True story. Sometimes three at a time. Yeah, that’s how Rock and roll I am. Oh yes, metal to the core.
Well okay I admit it I don’t for the following reasons
- It wouldn’t be safe.
- There is probably a specific offence on the statute books prohibiting it – The Violation of Endangered Wild Life Act (1988), or some such.
- I’m pretty sure at least two of my marriage vows forbade such high jinks, particularly with animals, male or female.
- I don’t fancy mountain lions anyway
Suffice to say if there is one living rocker out there who has tasted the joys of hot mountain lion lovin’ it would be Lemmy. He is a man I love unreservedly and totally. I genuinely can’t imagine life without Motörhead and I don’t want to either. My rocker uncle was a devotee and as a kid I remember their scary posters and records, including the copy of No Remorse with a black leather sleeve – even as a lifelong vegetarian, I have to admit that was simply cool as hell (sorry cows).

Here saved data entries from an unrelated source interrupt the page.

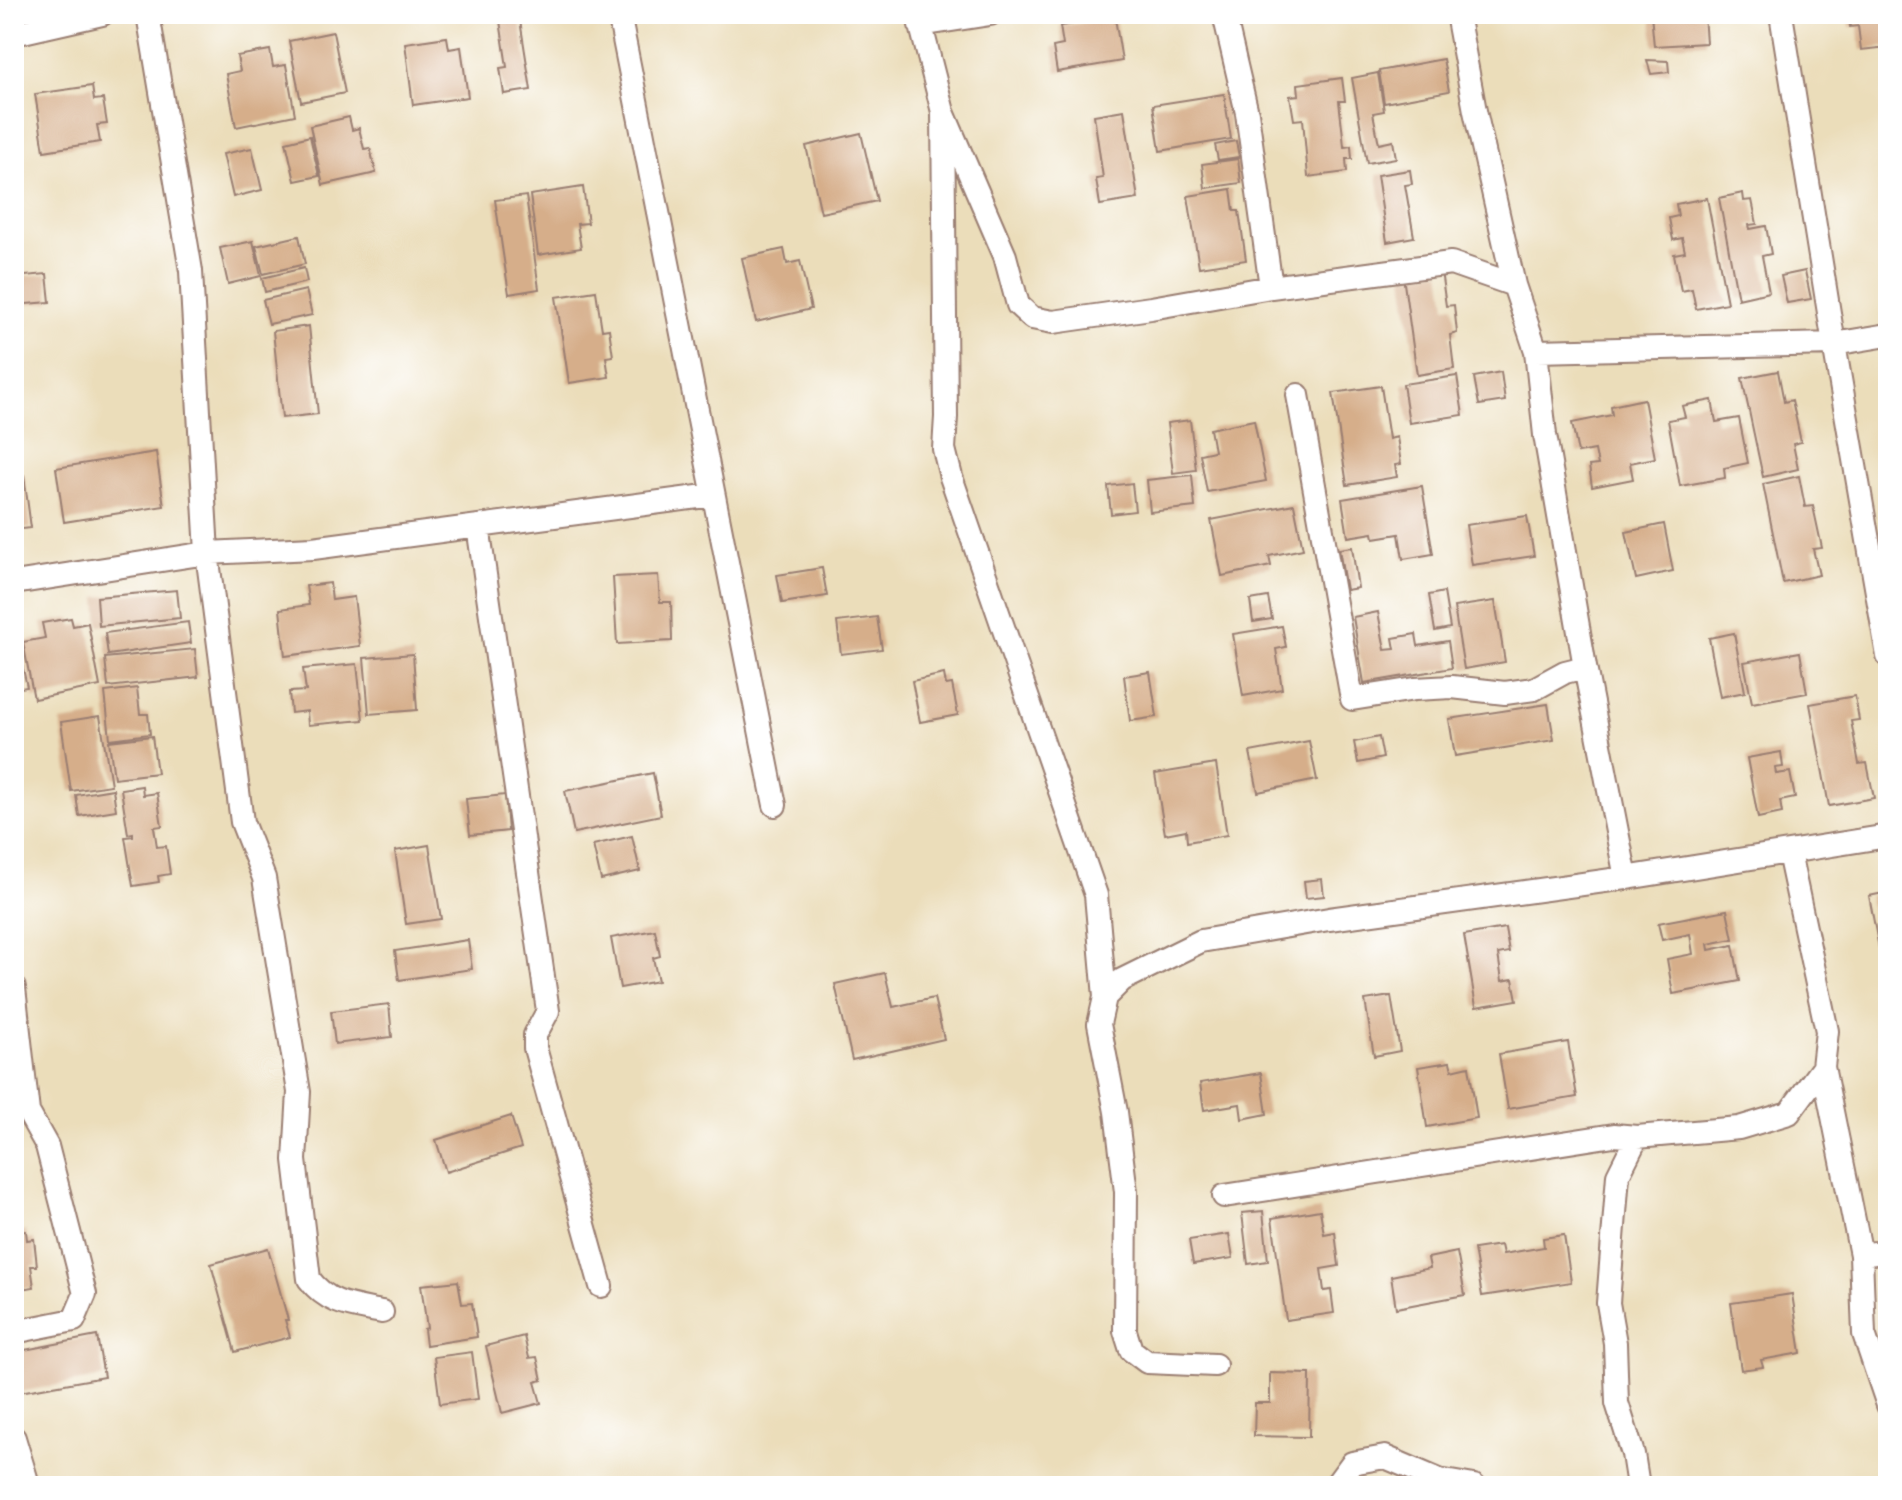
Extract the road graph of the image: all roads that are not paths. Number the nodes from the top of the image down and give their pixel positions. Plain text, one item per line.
1 (102, 14) edge
2 (148, 14) edge
3 (619, 14) edge
4 (990, 14) edge
5 (1224, 14) edge
6 (1457, 14) edge
7 (1781, 14) edge
8 (919, 20) edge
9 (14, 34) edge
10 (943, 112) junction
11 (1514, 285) junction
12 (1271, 287) junction
13 (1888, 335) edge
14 (1834, 344) junction
15 (1536, 351) junction
16 (1298, 395) dead end
17 (713, 495) junction
18 (478, 526) junction
19 (207, 553) junction
20 (14, 583) edge
21 (1888, 656) edge
22 (1585, 667) junction
23 (775, 805) dead end
24 (1888, 836) edge
25 (1789, 853) junction
26 (1626, 878) junction
27 (14, 988) edge
28 (1105, 997) junction
29 (1823, 1067) junction
30 (21, 1116) edge
31 (1637, 1137) junction
32 (1224, 1196) dead end
33 (1888, 1251) edge
34 (1861, 1255) junction
35 (601, 1286) dead end
36 (382, 1312) dead end
37 (14, 1332) edge
38 (1215, 1365) dead end
39 (1888, 1405) edge
40 (14, 1438) edge
41 (26, 1478) dead end
42 (1335, 1486) edge
43 (1474, 1486) edge
44 (1638, 1486) edge

1 - 9 street
2 - 19 street
3 - 17 street
4 - 8 street
5 - 12 street
6 - 11 street
7 - 14 street
8 - 10 street
10 - 12 street
10 - 28 street
11 - 12 street
11 - 15 street
13 - 14 street
14 - 15 street
14 - 21 street
15 - 22 street
16 - 22 street
17 - 18 street
17 - 23 street
18 - 19 street
18 - 35 street
19 - 20 street
19 - 36 street
22 - 26 street
24 - 25 street
25 - 26 street
25 - 29 street
26 - 28 street
27 - 30 street
28 - 38 street
29 - 31 street
29 - 34 street
30 - 37 street
31 - 32 street
31 - 44 street
33 - 34 street
34 - 39 street
40 - 41 street
42 - 43 street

My first real exposure to them was when they played ‘Ace of Spades’ on the University Challenge episode of The Young Ones and I liked it.
My first purchases of theirs were the shaped picture disc version of The One To Sing The Blues and the LP 1916 (on cassette so I could listen to it on my Walkman on the way home) which I got as soon as they came out. It was very snowy at the time in Leeds and I remember my big Hi-tec basketball boots, with black jeans naturally, sliding all over the place. Best of all though was the news Motörhead were touring and I saw them play a blistering live show in Bradford in February 1991, before getting into a fist fight in the station on the way home – ahh those were the days!
The single was great, there is always something innately pleasurable about an irregularly shaped piece of vinyl spinning on your turntable and it was a good single too. The B-side, ‘Dead Man’s Hand’ had an interesting riff and a rather exciting lat 20 seconds, but that was about it.
But anyway, I really liked 1916 and it still sounds good to me. I love the extended kiss-off of ‘The One To Sing The Blues’, the frantic drumming and the twist at the end, who couldn’t fall for Lemmy when he confesses at the end of 3 minutes of macho chest beating, ‘Listen to me faking, even though my heart is breaking / Miss you now you’re gone, now I’m the one to sing the blues’ ?* I remember the adrenalin just coursing through me when straight afterwards the band accelerated into ‘I’m So Bad Baby I Don’t Care’, where as well as boasting about his carnal knowledge of Puma concolor**, we learn he sleeps on red-hot branding irons, he’s older than the Rolling Stones and posits an unusual cure for any visually disabled people out there. ‘I make the blind to see / Shoot ’em full of R and B’. I love the jokey big-balled swagger of this song, descended straight from all the blues bragging you’ve ever heard.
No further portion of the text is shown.